:: Entries provided
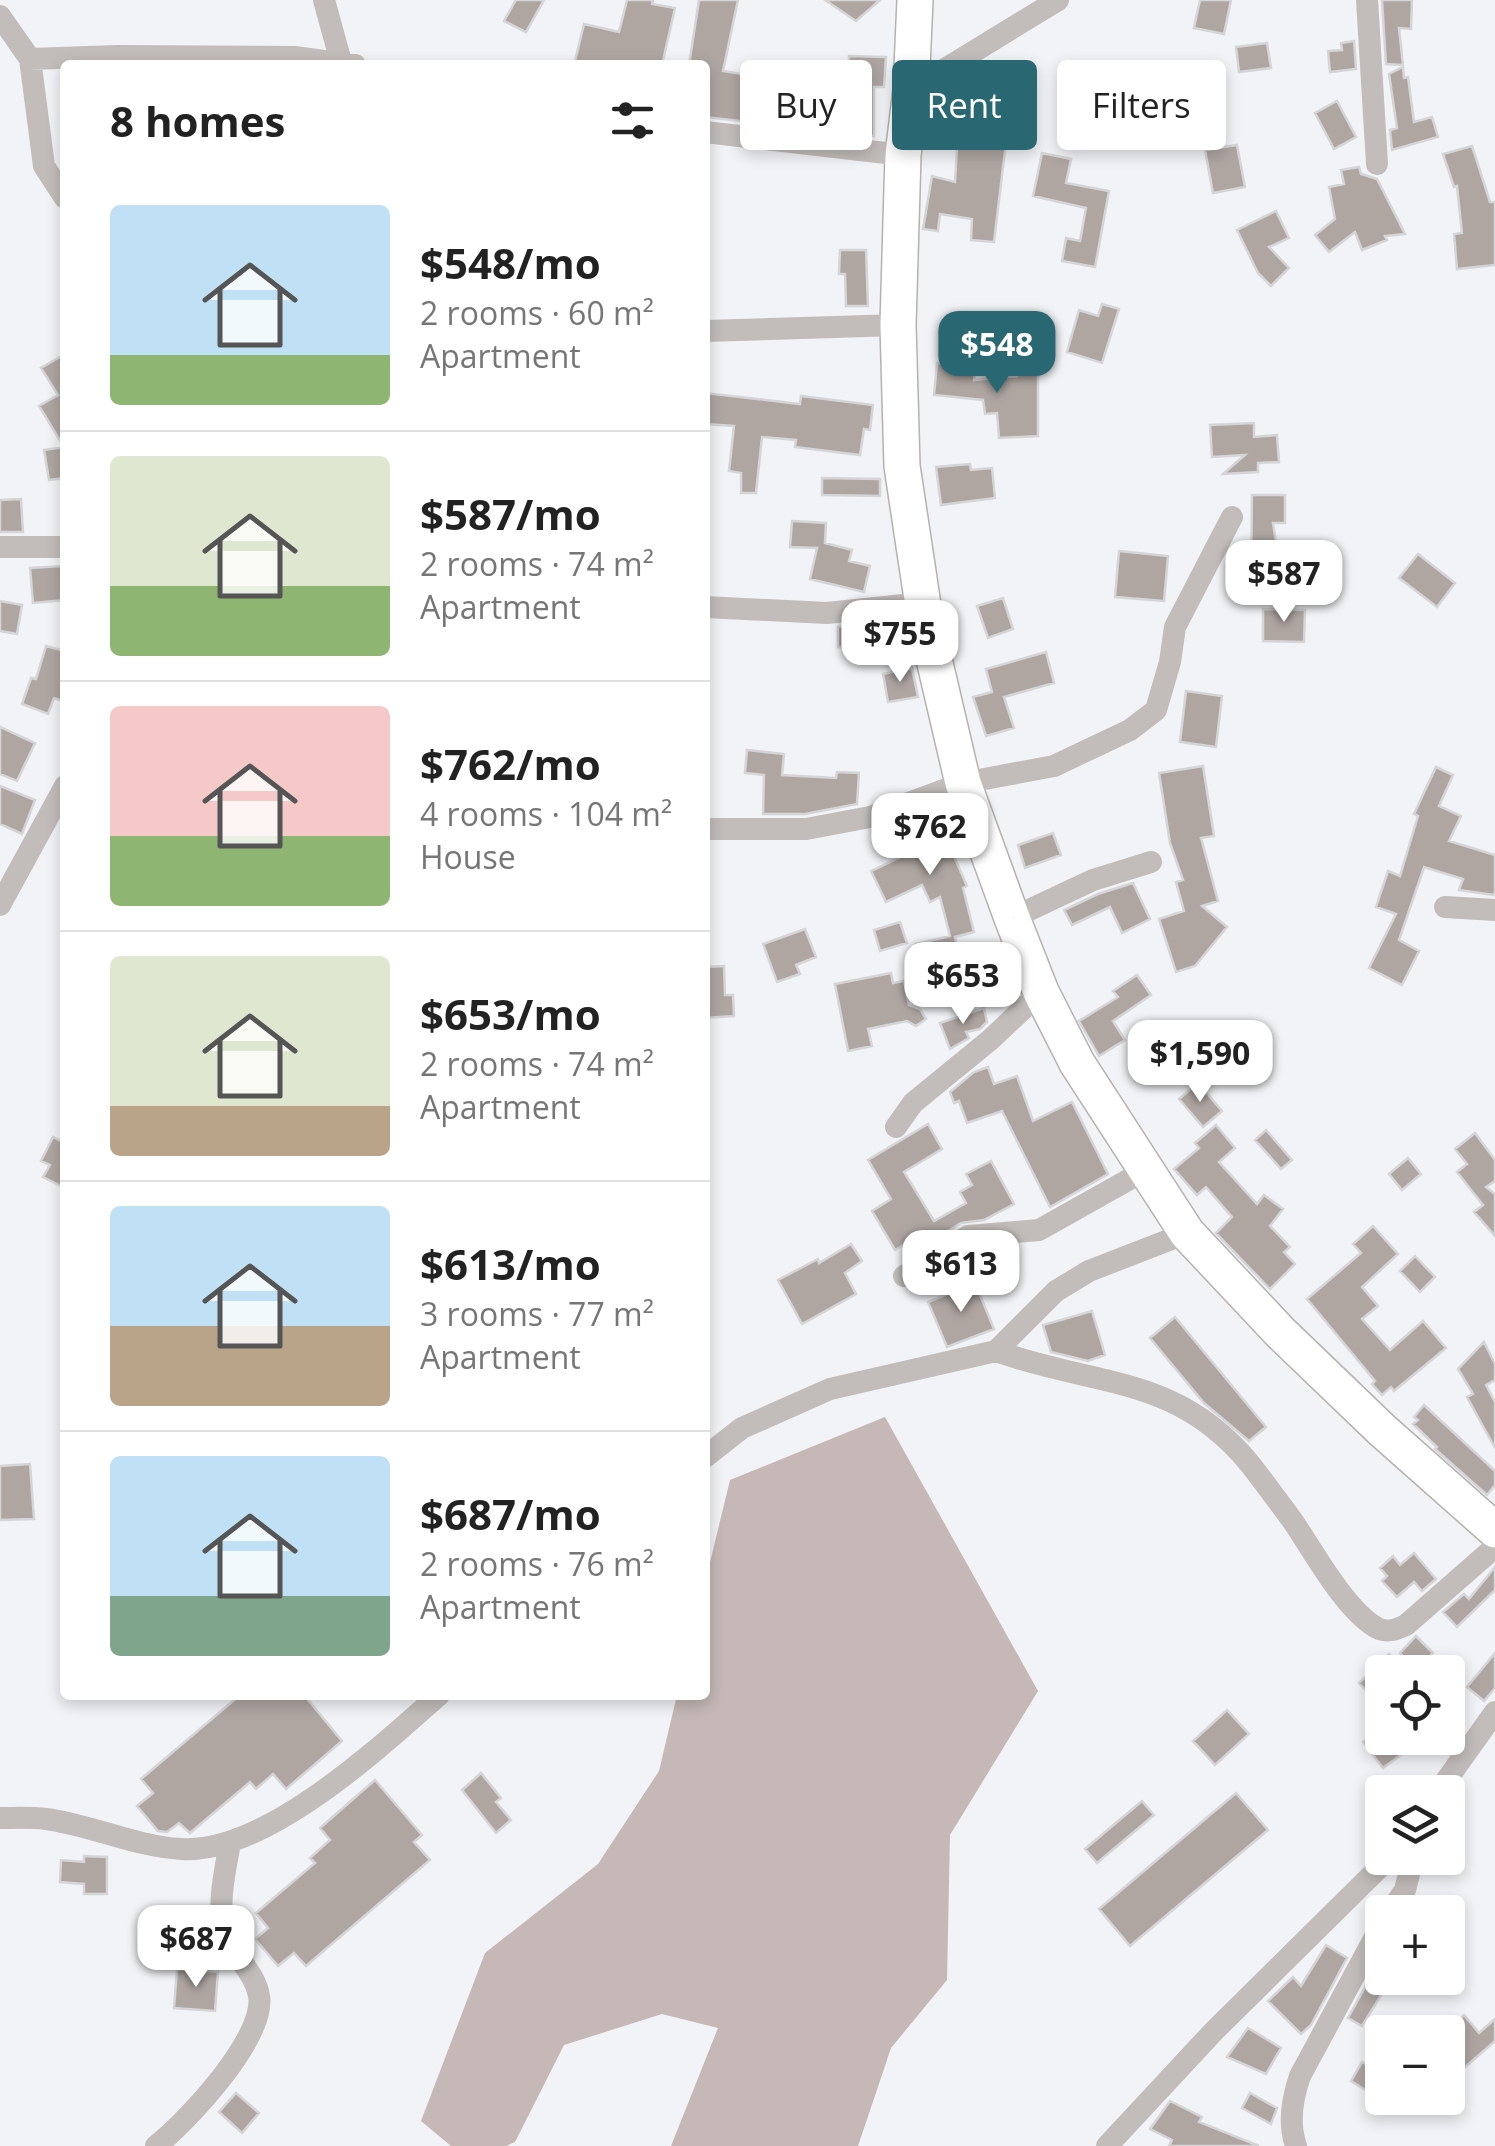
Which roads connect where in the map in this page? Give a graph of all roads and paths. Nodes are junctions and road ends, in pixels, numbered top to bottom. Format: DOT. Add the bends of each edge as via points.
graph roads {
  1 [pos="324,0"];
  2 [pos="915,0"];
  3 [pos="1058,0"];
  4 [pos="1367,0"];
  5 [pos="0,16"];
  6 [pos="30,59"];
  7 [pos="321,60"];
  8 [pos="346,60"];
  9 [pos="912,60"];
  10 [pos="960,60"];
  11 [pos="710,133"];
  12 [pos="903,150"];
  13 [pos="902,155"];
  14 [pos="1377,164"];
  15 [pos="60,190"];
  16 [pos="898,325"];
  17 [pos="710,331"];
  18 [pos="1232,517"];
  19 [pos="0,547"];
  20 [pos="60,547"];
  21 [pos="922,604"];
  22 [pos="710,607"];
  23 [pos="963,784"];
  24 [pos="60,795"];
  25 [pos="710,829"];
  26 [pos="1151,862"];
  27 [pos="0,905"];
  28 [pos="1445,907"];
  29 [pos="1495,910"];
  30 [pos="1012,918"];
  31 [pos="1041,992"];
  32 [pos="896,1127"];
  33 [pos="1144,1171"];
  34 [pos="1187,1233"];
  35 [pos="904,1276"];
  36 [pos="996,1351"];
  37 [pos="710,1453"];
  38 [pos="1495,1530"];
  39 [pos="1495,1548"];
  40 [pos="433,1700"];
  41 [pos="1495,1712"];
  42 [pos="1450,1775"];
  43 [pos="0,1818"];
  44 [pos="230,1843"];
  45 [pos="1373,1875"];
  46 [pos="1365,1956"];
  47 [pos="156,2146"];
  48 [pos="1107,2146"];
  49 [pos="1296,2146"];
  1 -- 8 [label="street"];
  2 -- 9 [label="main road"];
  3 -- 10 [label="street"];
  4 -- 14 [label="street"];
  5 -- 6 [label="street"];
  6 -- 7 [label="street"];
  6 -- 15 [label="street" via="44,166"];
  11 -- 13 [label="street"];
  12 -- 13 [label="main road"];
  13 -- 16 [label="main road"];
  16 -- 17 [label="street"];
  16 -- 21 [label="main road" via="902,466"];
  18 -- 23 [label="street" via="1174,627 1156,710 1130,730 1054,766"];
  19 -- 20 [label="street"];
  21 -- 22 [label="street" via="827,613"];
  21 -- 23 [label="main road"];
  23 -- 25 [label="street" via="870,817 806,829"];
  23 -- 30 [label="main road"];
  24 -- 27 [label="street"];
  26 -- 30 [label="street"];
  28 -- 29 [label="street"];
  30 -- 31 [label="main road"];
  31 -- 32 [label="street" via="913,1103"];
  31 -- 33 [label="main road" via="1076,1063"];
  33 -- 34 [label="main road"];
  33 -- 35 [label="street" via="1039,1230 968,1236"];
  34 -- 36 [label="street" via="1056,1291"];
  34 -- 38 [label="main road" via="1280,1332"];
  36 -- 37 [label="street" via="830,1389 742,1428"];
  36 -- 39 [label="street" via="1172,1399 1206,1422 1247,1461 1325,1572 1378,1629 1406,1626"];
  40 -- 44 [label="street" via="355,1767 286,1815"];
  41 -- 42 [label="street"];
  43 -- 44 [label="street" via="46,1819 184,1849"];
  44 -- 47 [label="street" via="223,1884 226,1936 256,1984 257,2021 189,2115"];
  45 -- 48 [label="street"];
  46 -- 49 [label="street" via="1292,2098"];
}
::::
Required work => Quote every line of the records above exactly; no picture is to be copied.

Written response =>
Which roads connect where in the map in this page? Give a graph of all roads and paths. Nodes are junctions and road ends, in pixels, numbered top to bottom. Format: DOT. Add the bends of each edge as via points.
graph roads {
  1 [pos="324,0"];
  2 [pos="915,0"];
  3 [pos="1058,0"];
  4 [pos="1367,0"];
  5 [pos="0,16"];
  6 [pos="30,59"];
  7 [pos="321,60"];
  8 [pos="346,60"];
  9 [pos="912,60"];
  10 [pos="960,60"];
  11 [pos="710,133"];
  12 [pos="903,150"];
  13 [pos="902,155"];
  14 [pos="1377,164"];
  15 [pos="60,190"];
  16 [pos="898,325"];
  17 [pos="710,331"];
  18 [pos="1232,517"];
  19 [pos="0,547"];
  20 [pos="60,547"];
  21 [pos="922,604"];
  22 [pos="710,607"];
  23 [pos="963,784"];
  24 [pos="60,795"];
  25 [pos="710,829"];
  26 [pos="1151,862"];
  27 [pos="0,905"];
  28 [pos="1445,907"];
  29 [pos="1495,910"];
  30 [pos="1012,918"];
  31 [pos="1041,992"];
  32 [pos="896,1127"];
  33 [pos="1144,1171"];
  34 [pos="1187,1233"];
  35 [pos="904,1276"];
  36 [pos="996,1351"];
  37 [pos="710,1453"];
  38 [pos="1495,1530"];
  39 [pos="1495,1548"];
  40 [pos="433,1700"];
  41 [pos="1495,1712"];
  42 [pos="1450,1775"];
  43 [pos="0,1818"];
  44 [pos="230,1843"];
  45 [pos="1373,1875"];
  46 [pos="1365,1956"];
  47 [pos="156,2146"];
  48 [pos="1107,2146"];
  49 [pos="1296,2146"];
  1 -- 8 [label="street"];
  2 -- 9 [label="main road"];
  3 -- 10 [label="street"];
  4 -- 14 [label="street"];
  5 -- 6 [label="street"];
  6 -- 7 [label="street"];
  6 -- 15 [label="street" via="44,166"];
  11 -- 13 [label="street"];
  12 -- 13 [label="main road"];
  13 -- 16 [label="main road"];
  16 -- 17 [label="street"];
  16 -- 21 [label="main road" via="902,466"];
  18 -- 23 [label="street" via="1174,627 1156,710 1130,730 1054,766"];
  19 -- 20 [label="street"];
  21 -- 22 [label="street" via="827,613"];
  21 -- 23 [label="main road"];
  23 -- 25 [label="street" via="870,817 806,829"];
  23 -- 30 [label="main road"];
  24 -- 27 [label="street"];
  26 -- 30 [label="street"];
  28 -- 29 [label="street"];
  30 -- 31 [label="main road"];
  31 -- 32 [label="street" via="913,1103"];
  31 -- 33 [label="main road" via="1076,1063"];
  33 -- 34 [label="main road"];
  33 -- 35 [label="street" via="1039,1230 968,1236"];
  34 -- 36 [label="street" via="1056,1291"];
  34 -- 38 [label="main road" via="1280,1332"];
  36 -- 37 [label="street" via="830,1389 742,1428"];
  36 -- 39 [label="street" via="1172,1399 1206,1422 1247,1461 1325,1572 1378,1629 1406,1626"];
  40 -- 44 [label="street" via="355,1767 286,1815"];
  41 -- 42 [label="street"];
  43 -- 44 [label="street" via="46,1819 184,1849"];
  44 -- 47 [label="street" via="223,1884 226,1936 256,1984 257,2021 189,2115"];
  45 -- 48 [label="street"];
  46 -- 49 [label="street" via="1292,2098"];
}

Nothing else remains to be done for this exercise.